30、回顧
「ただいま」
「おかえり、フィーラ!」
森を出たら、空は赤から黒へと変わり始めていた。
ハルセのおかげで鬱々と悩まずに済んだけど、同時に説明の段取りも組めなかった。でも、どこか気持ちはスッキリしていて、私はまっすぐアコルデへと帰った。
客が少なかったのか掃除も終わり、エン、オッタ、ティオの三人が出迎えてくれた。
「待ってくれてありがとう」
「気持ちの整理はついたかい?」
「……まだ上手く話せないかもしれない」
賄いを食べ終えた後、いつものように四人で囲む。
自ら話したい内容でもなく、過去の事だから言わなくていいと話さずにいた。アキトが爆弾を投下したことで話す事にはなったけど、結局それはただのキッカケ。
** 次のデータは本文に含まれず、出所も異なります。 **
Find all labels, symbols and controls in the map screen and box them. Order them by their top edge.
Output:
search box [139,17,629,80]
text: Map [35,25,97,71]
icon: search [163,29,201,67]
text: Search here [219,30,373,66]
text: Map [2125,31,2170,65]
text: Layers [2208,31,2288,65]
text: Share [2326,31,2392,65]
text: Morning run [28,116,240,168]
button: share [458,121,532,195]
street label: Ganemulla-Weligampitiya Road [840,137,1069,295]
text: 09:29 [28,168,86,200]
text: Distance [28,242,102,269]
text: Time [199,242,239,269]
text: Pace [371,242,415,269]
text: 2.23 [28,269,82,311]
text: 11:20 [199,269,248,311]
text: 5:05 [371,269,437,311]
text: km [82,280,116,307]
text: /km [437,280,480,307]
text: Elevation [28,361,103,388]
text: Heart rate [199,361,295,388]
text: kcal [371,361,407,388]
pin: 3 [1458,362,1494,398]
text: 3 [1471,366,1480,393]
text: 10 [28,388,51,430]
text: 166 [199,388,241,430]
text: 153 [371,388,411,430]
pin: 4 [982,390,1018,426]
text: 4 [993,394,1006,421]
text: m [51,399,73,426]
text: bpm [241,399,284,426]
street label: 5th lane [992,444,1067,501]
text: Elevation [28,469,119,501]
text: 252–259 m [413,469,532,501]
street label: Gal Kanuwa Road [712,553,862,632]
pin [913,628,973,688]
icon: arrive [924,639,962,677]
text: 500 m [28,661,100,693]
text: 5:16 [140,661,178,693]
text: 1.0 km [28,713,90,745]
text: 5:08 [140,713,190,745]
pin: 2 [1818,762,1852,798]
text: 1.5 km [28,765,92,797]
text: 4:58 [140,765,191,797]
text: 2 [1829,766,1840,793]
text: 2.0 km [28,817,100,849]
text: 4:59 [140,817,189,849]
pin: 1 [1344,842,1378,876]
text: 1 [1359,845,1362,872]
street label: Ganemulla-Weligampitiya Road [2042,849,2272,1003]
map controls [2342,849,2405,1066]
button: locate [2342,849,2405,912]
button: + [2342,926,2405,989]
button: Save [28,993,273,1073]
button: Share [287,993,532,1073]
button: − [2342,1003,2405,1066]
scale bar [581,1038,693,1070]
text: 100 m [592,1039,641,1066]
遅かれ早かれ過去と向き合わないといけなかったのだと、今なら思う。
「それでもよければ、私の昔話を聞いてほしい」
「もちろん!」
「前置きはいいからさっさと話せ」
「短気な男は嫌われるよ〜」
「うっせ!」
静かに微笑んで頷くエン、口の悪いオッタとからかうティオ。いつもの光景。
あの時捨てた過去の私が、今も私の中に生きている。どれだけ自分や取り巻くものが変わったところで変わらないものがある。悔しいけど、ハルセの言う通りだ。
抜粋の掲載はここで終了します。